The full sequence of TaAFP-D was amplified with the genome-specific primer sets TaAFP-DF1/R1, TaAFP-DF2/R2, and TaAFP-DF3/R3. Two new alleles of TaAFP-D were found and designated TaAFP-D1a and TaAFP-D1b. Compared with the TaAFP-D gene (GenBank accession AB360913) [38], 3 SNPs were found in TaAFP-D1a: 2 SNPs were located in the second exon (i.e. A to G transversions at positions 1502 and 1530 bp, resulting in changes of amino acids Ile to Met and Ser to Gly, respectively), and another SNP was located in the intron at 1273 bp. Five SNPs were found in the full sequence of TaAFP-D1b: 2 SNPs (i.e. A to G transition at positions 1502 and 1530 bp) were located in the second exon leading to change of amino acids Ile to Met and Ser to Gly, respectively); and the other 3 SNPs (i.e. G to A, T to C, and G to C) were detected in the intron at positions of 742, 995, and 1071 bp (Additional file 3: Figure S3).

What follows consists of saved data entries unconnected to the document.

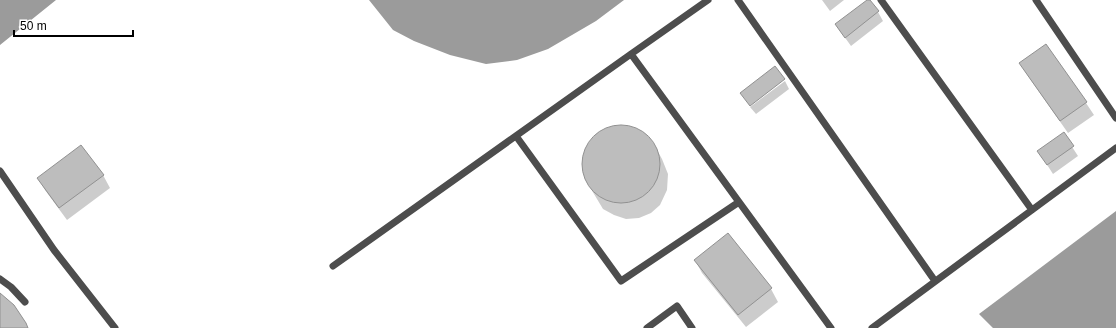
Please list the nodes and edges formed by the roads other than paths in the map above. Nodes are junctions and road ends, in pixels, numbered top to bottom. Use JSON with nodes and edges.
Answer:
{"nodes":[{"id":1,"x":708,"y":0,"type":"edge"},
{"id":2,"x":738,"y":0,"type":"edge"},
{"id":3,"x":881,"y":0,"type":"edge"},
{"id":4,"x":1036,"y":0,"type":"edge"},
{"id":5,"x":631,"y":54,"type":"junction"},
{"id":6,"x":1116,"y":118,"type":"edge"},
{"id":7,"x":516,"y":136,"type":"junction"},
{"id":8,"x":1116,"y":148,"type":"edge"},
{"id":9,"x":0,"y":171,"type":"edge"},
{"id":10,"x":739,"y":202,"type":"junction"},
{"id":11,"x":1032,"y":210,"type":"junction"},
{"id":12,"x":333,"y":266,"type":"dead end"},
{"id":13,"x":0,"y":279,"type":"edge"},
{"id":14,"x":935,"y":281,"type":"junction"},
{"id":15,"x":25,"y":302,"type":"dead end"},
{"id":16,"x":115,"y":328,"type":"edge"},
{"id":17,"x":647,"y":328,"type":"edge"},
{"id":18,"x":692,"y":328,"type":"edge"},
{"id":19,"x":831,"y":328,"type":"edge"},
{"id":20,"x":872,"y":328,"type":"edge"}],
"edges":[{"from":1,"to":5,"type":"lane"},
{"from":2,"to":14,"type":"lane"},
{"from":3,"to":11,"type":"lane"},
{"from":4,"to":6,"type":"lane"},
{"from":5,"to":7,"type":"lane"},
{"from":5,"to":10,"type":"lane"},
{"from":7,"to":10,"type":"lane"},
{"from":7,"to":12,"type":"lane"},
{"from":8,"to":11,"type":"lane"},
{"from":9,"to":16,"type":"lane"},
{"from":10,"to":19,"type":"lane"},
{"from":11,"to":14,"type":"lane"},
{"from":13,"to":15,"type":"lane"},
{"from":14,"to":20,"type":"lane"},
{"from":17,"to":18,"type":"lane"}]}
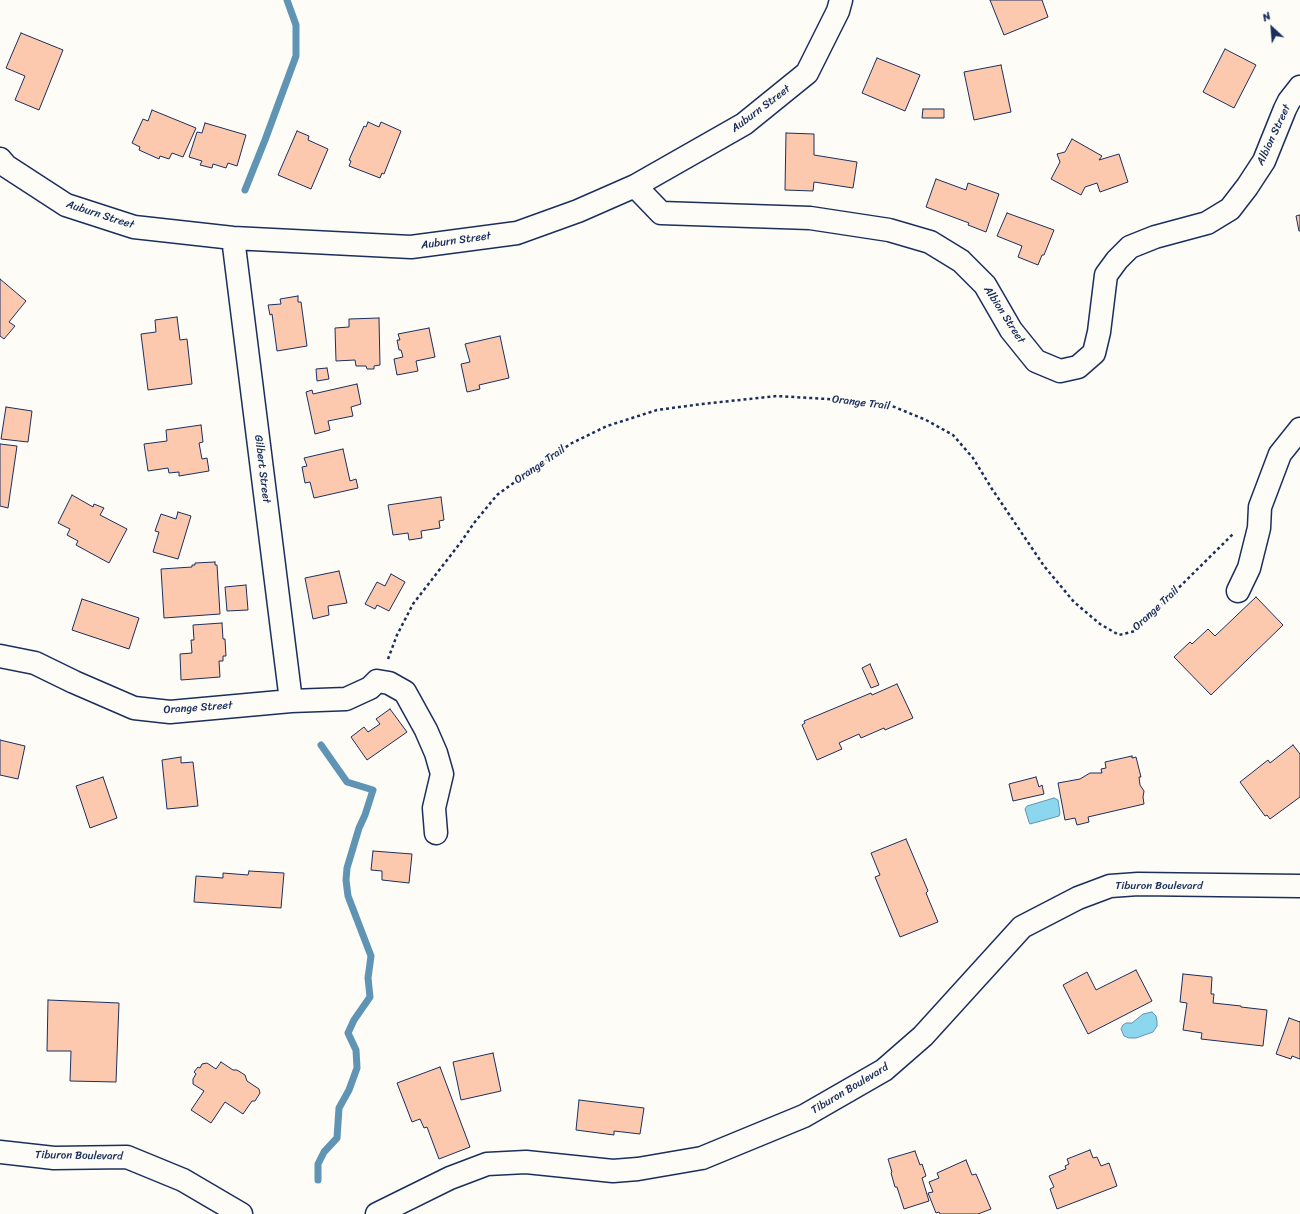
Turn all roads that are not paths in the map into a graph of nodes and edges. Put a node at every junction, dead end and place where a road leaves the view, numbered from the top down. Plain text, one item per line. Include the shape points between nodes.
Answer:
1 (841, 0) edge
2 (1300, 87) edge
3 (0, 159) edge
4 (635, 186) junction
5 (233, 238) junction
6 (1300, 429) edge
7 (1238, 591) dead end
8 (0, 656) edge
9 (291, 701) junction
10 (436, 833) dead end
11 (1300, 885) edge
12 (0, 1152) edge
13 (241, 1214) edge
14 (377, 1214) edge

1 - 4 street, Auburn Street via 807,73 744,124
2 - 4 street, Albion Street via 1285,109 1264,161 1230,209 1207,223 1130,247 1117,260 1106,275 1094,353 1078,367 1060,371 1036,361 1011,330 985,285 960,261 930,242 889,230 810,218 661,213
3 - 5 street, Auburn Street via 6,166 66,205 134,227
4 - 5 street, Auburn Street via 578,211 517,232 411,247
5 - 9 street, Gilbert Street
6 - 7 street via 1280,454 1260,507 1259,528 1249,568
8 - 9 street, Orange Street via 35,663 134,708 170,712
9 - 10 street, Orange Street via 346,699 370,688 377,681 389,682 405,692 426,730 442,774 434,808
11 - 14 street, Tiburon Boulevard via 1110,886 1078,898 1022,927 923,1036 884,1070 804,1116 702,1158 638,1169 613,1171 526,1162 486,1164 450,1178
12 - 13 street, Tiburon Boulevard via 54,1158 128,1157 183,1180

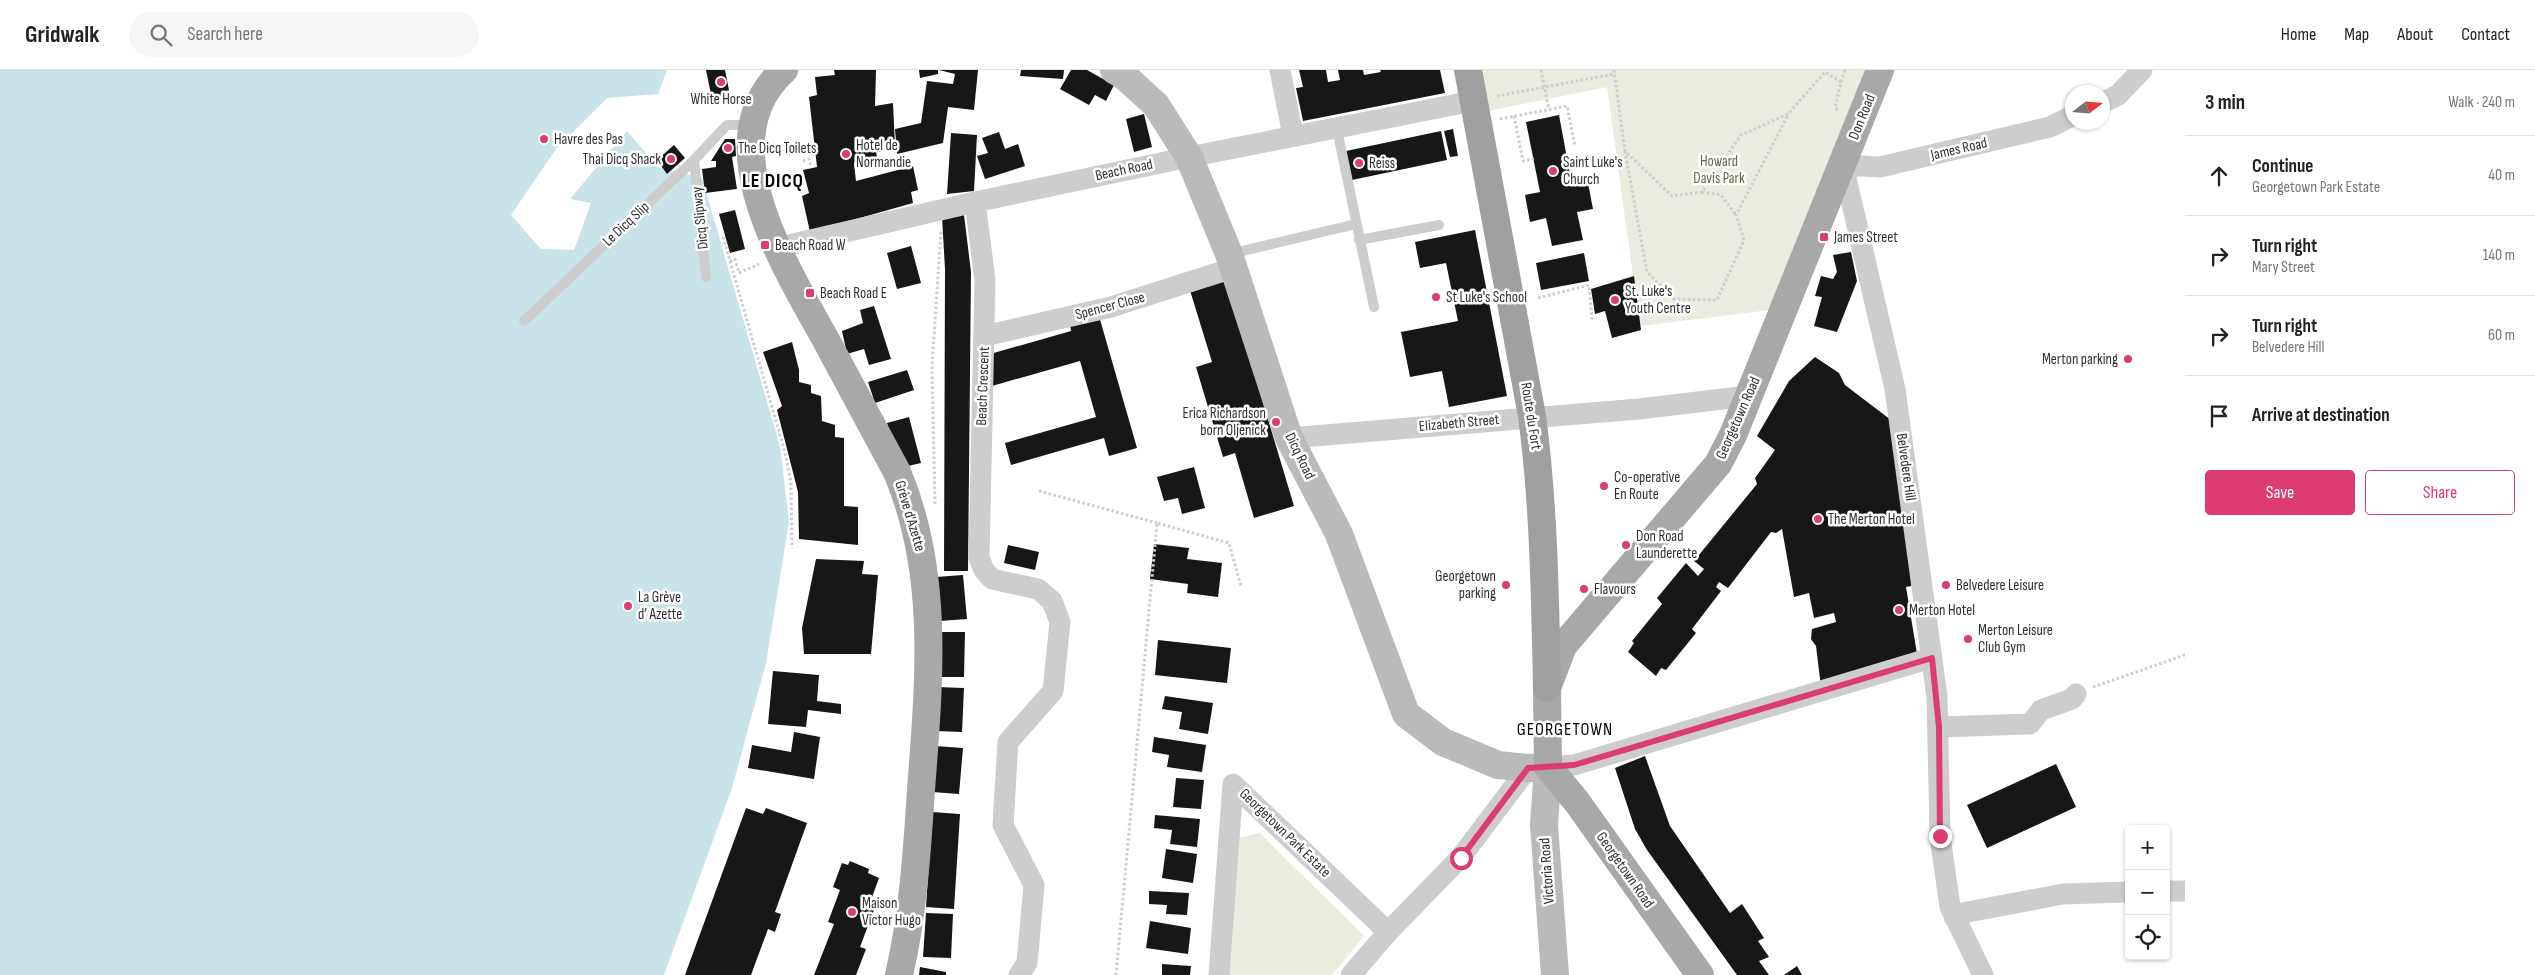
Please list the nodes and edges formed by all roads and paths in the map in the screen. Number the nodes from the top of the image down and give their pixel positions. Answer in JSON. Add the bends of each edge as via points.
{"nodes":[{"id":1,"x":784,"y":70,"type":"edge"},
{"id":2,"x":1114,"y":70,"type":"edge"},
{"id":3,"x":1280,"y":70,"type":"edge"},
{"id":4,"x":1468,"y":70,"type":"edge"},
{"id":5,"x":1541,"y":70,"type":"edge"},
{"id":6,"x":1845,"y":70,"type":"edge"},
{"id":7,"x":1880,"y":70,"type":"edge"},
{"id":8,"x":2142,"y":70,"type":"edge"},
{"id":9,"x":1825,"y":71,"type":"edge"},
{"id":10,"x":1614,"y":72,"type":"edge"},
{"id":11,"x":1841,"y":82,"type":"junction"},
{"id":12,"x":1545,"y":87,"type":"junction"},
{"id":13,"x":2110,"y":98,"type":"edge"},
{"id":14,"x":1473,"y":101,"type":"junction"},
{"id":15,"x":1549,"y":110,"type":"junction"},
{"id":16,"x":1788,"y":114,"type":"junction"},
{"id":17,"x":1514,"y":116,"type":"junction"},
{"id":18,"x":1499,"y":119,"type":"dead end"},
{"id":19,"x":2065,"y":120,"type":"edge"},
{"id":20,"x":1861,"y":121,"type":"junction"},
{"id":21,"x":739,"y":125,"type":"junction"},
{"id":22,"x":1337,"y":129,"type":"junction"},
{"id":23,"x":1293,"y":136,"type":"junction"},
{"id":24,"x":1575,"y":146,"type":"dead end"},
{"id":25,"x":1625,"y":150,"type":"junction"},
{"id":26,"x":1189,"y":157,"type":"junction"},
{"id":27,"x":1534,"y":159,"type":"dead end"},
{"id":28,"x":694,"y":160,"type":"junction"},
{"id":29,"x":803,"y":162,"type":"dead end"},
{"id":30,"x":1843,"y":165,"type":"junction"},
{"id":31,"x":811,"y":168,"type":"dead end"},
{"id":32,"x":1702,"y":192,"type":"junction"},
{"id":33,"x":975,"y":202,"type":"junction"},
{"id":34,"x":940,"y":210,"type":"junction"},
{"id":35,"x":1736,"y":215,"type":"junction"},
{"id":36,"x":1356,"y":224,"type":"junction"},
{"id":37,"x":1439,"y":225,"type":"dead end"},
{"id":38,"x":723,"y":237,"type":"dead end"},
{"id":39,"x":1359,"y":240,"type":"junction"},
{"id":40,"x":778,"y":251,"type":"junction"},
{"id":41,"x":730,"y":261,"type":"junction"},
{"id":42,"x":1231,"y":261,"type":"junction"},
{"id":43,"x":706,"y":277,"type":"dead end"},
{"id":44,"x":1538,"y":298,"type":"dead end"},
{"id":45,"x":1374,"y":307,"type":"dead end"},
{"id":46,"x":1592,"y":320,"type":"dead end"},
{"id":47,"x":524,"y":321,"type":"dead end"},
{"id":48,"x":984,"y":336,"type":"junction"},
{"id":49,"x":1748,"y":396,"type":"junction"},
{"id":50,"x":1532,"y":416,"type":"junction"},
{"id":51,"x":1289,"y":438,"type":"junction"},
{"id":52,"x":1039,"y":491,"type":"dead end"},
{"id":53,"x":935,"y":511,"type":"dead end"},
{"id":54,"x":1157,"y":523,"type":"junction"},
{"id":55,"x":792,"y":548,"type":"dead end"},
{"id":56,"x":1241,"y":586,"type":"dead end"},
{"id":57,"x":2185,"y":654,"type":"edge"},
{"id":58,"x":1932,"y":658,"type":"junction"},
{"id":59,"x":1547,"y":688,"type":"junction"},
{"id":60,"x":2076,"y":694,"type":"joint"},
{"id":61,"x":1939,"y":727,"type":"junction"},
{"id":62,"x":1538,"y":768,"type":"junction"},
{"id":63,"x":2170,"y":891,"type":"edge"},
{"id":64,"x":2185,"y":891,"type":"edge"},
{"id":65,"x":2125,"y":892,"type":"edge"},
{"id":66,"x":1954,"y":917,"type":"junction"},
{"id":67,"x":1388,"y":932,"type":"junction"},
{"id":68,"x":899,"y":975,"type":"edge"},
{"id":69,"x":1019,"y":975,"type":"edge"},
{"id":70,"x":1116,"y":975,"type":"edge"},
{"id":71,"x":1219,"y":975,"type":"edge"},
{"id":72,"x":1351,"y":975,"type":"edge"},
{"id":73,"x":1555,"y":975,"type":"edge"},
{"id":74,"x":1700,"y":975,"type":"edge"},
{"id":75,"x":1983,"y":975,"type":"edge"}],
"edges":[{"from":1,"to":21,"type":"main road","name":"Grève d'Azette"},
{"from":2,"to":26,"type":"main road","name":"Dicq Road","via":[[1156,105]]},
{"from":3,"to":23,"type":"street"},
{"from":4,"to":14,"type":"highway","name":"Route du Fort"},
{"from":5,"to":12,"type":"path"},
{"from":6,"to":11,"type":"path"},
{"from":7,"to":20,"type":"main road","name":"Don Road"},
{"from":8,"to":13,"type":"street","via":[[2118,95]]},
{"from":9,"to":11,"type":"path"},
{"from":9,"to":16,"type":"path"},
{"from":10,"to":12,"type":"path"},
{"from":10,"to":25,"type":"path"},
{"from":11,"to":20,"type":"path","via":[[1836,108]]},
{"from":12,"to":14,"type":"path"},
{"from":12,"to":15,"type":"path"},
{"from":14,"to":22,"type":"street","name":"Beach Road"},
{"from":14,"to":50,"type":"highway","name":"Route du Fort"},
{"from":15,"to":17,"type":"path"},
{"from":15,"to":24,"type":"path","via":[[1567,106]]},
{"from":16,"to":32,"type":"path","via":[[1741,135]]},
{"from":16,"to":35,"type":"path"},
{"from":17,"to":18,"type":"path"},
{"from":17,"to":27,"type":"path","via":[[1522,161]]},
{"from":19,"to":30,"type":"street","name":"James Road","via":[[2050,127],[1880,168]]},
{"from":20,"to":30,"type":"main road","name":"Don Road"},
{"from":21,"to":28,"type":"lane","name":"Le Dicq Slip"},
{"from":21,"to":40,"type":"main road","name":"Grève d'Azette","via":[[751,162],[756,192]]},
{"from":22,"to":23,"type":"street","name":"Beach Road"},
{"from":22,"to":36,"type":"lane"},
{"from":23,"to":26,"type":"street","name":"Beach Road"},
{"from":25,"to":32,"type":"path","via":[[1672,196]]},
{"from":25,"to":35,"type":"path","via":[[1647,272],[1674,299],[1716,300],[1744,240]]},
{"from":26,"to":33,"type":"street","name":"Beach Road"},
{"from":26,"to":42,"type":"main road","name":"Dicq Road"},
{"from":28,"to":43,"type":"lane","name":"Dicq Slipway"},
{"from":28,"to":47,"type":"lane","name":"Le Dicq Slip"},
{"from":29,"to":31,"type":"path","via":[[809,160]]},
{"from":30,"to":49,"type":"main road","name":"Georgetown Road"},
{"from":30,"to":58,"type":"street","name":"Belvedere Hill","via":[[1895,389]]},
{"from":32,"to":35,"type":"path","via":[[1721,195]]},
{"from":33,"to":34,"type":"street","name":"Beach Road"},
{"from":33,"to":48,"type":"street","name":"Beach Crescent","via":[[986,280]]},
{"from":34,"to":40,"type":"street","name":"Beach Road"},
{"from":34,"to":53,"type":"path","via":[[942,220],[932,366]]},
{"from":36,"to":39,"type":"lane"},
{"from":36,"to":42,"type":"lane"},
{"from":37,"to":39,"type":"lane"},
{"from":38,"to":41,"type":"path"},
{"from":39,"to":45,"type":"lane"},
{"from":40,"to":41,"type":"path","via":[[739,273],[735,259]]},
{"from":40,"to":68,"type":"main road","name":"Grève d'Azette","via":[[897,472],[908,498],[924,563],[930,664],[910,917]]},
{"from":41,"to":55,"type":"path","via":[[785,452],[791,482]]},
{"from":42,"to":48,"type":"street","name":"Spencer Close","via":[[1112,307]]},
{"from":42,"to":51,"type":"main road","name":"Dicq Road"},
{"from":44,"to":46,"type":"path","via":[[1589,285]]},
{"from":48,"to":69,"type":"street","name":"Beach Crescent","via":[[979,558],[992,579],[1038,590],[1052,601],[1060,622],[1053,691],[1008,742],[1003,825],[1034,885],[1027,963]]},
{"from":49,"to":50,"type":"street","name":"Elizabeth Street"},
{"from":49,"to":59,"type":"main road","name":"Georgetown Road","via":[[1718,464],[1563,646]]},
{"from":50,"to":51,"type":"street","name":"Elizabeth Street"},
{"from":50,"to":59,"type":"highway","name":"Route du Fort","via":[[1542,509]]},
{"from":51,"to":62,"type":"main road","name":"Dicq Road","via":[[1339,534],[1406,714],[1443,742],[1498,765]]},
{"from":52,"to":54,"type":"path"},
{"from":54,"to":56,"type":"path","via":[[1229,543]]},
{"from":54,"to":70,"type":"path"},
{"from":57,"to":60,"type":"path"},
{"from":58,"to":61,"type":"street","name":"Belvedere Hill"},
{"from":58,"to":62,"type":"street","via":[[1574,765]]},
{"from":59,"to":62,"type":"main road","name":"Route du Fort"},
{"from":60,"to":61,"type":"street","via":[[2072,699],[2041,710],[2030,724]]},
{"from":61,"to":66,"type":"street","name":"Belvedere Hill","via":[[1940,836]]},
{"from":62,"to":67,"type":"street","via":[[1461,858]]},
{"from":62,"to":73,"type":"main road","name":"Victoria Road"},
{"from":62,"to":74,"type":"main road","name":"Georgetown Road","via":[[1577,802]]},
{"from":63,"to":64,"type":"street"},
{"from":65,"to":66,"type":"street","via":[[2063,894]]},
{"from":66,"to":75,"type":"street","name":"Belvedere Hill"},
{"from":67,"to":71,"type":"street","name":"Georgetown Park Estate","via":[[1233,784]]},
{"from":67,"to":72,"type":"street"}]}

Development and validation of the STS marker AFPB for PHS tolerance

Based on the sequence analysis, an STS marker of TaAFP-B, designated AFPB and located in the 5’UTR, was developed and used for association analysis with 91 Chinese varieties and advanced lines. Among the 91 varieties and lines tested, 23 possessed the allele TaAFP-B1a with a 207-bp fragment, whereas 68 had TaAFP-B1b with a 203-bp fragment (Additional file 4: Table S1 and Fig. 1). The GI values of the 91 varieties were consistent over the 2 years (r = 0.631, P < 0.01), with mean values and standard deviations of 0.345 ± 0.17 in 2006 and 0.343 ± 0.16 in 2007. Analysis of variance indicated significant differences (P < 0.001) between the two genotypes. The genotype TaAFP-B1a with a 207 bp fragment was more susceptible to PHS with an average GI value of 0.452, compared with TaAFP-B1b with an average GI value of 0.307, exhibiting a significant association of TaAFP-B with PHS tolerance.

Fig. 1

PCR fragments amplified with the primer set TaAFP-BF1/R1 from 10 wheat cultivars and lines. 1: Jimai 19 (TaAFP-B1a); 2: Jinan 16 (TaAFP-B1b); 3: Zhou 8425B (TaAFP-B1a); 4: Yangxiaomai (TaAFP-B1b); 5: Zhoumai 16 (TaAFP-B1a); 6: Yanfu 188 (TaAFP-B1a); 7: Langzhongbaimaizi (TaAFP-B1b); 8: Wanxianbaimaizi (TaAFP-B1b); 9: Yongchuanbaimaizi (TaAFP-B1a); 10: Xiaobaiyuhua (TaAFP-B1b)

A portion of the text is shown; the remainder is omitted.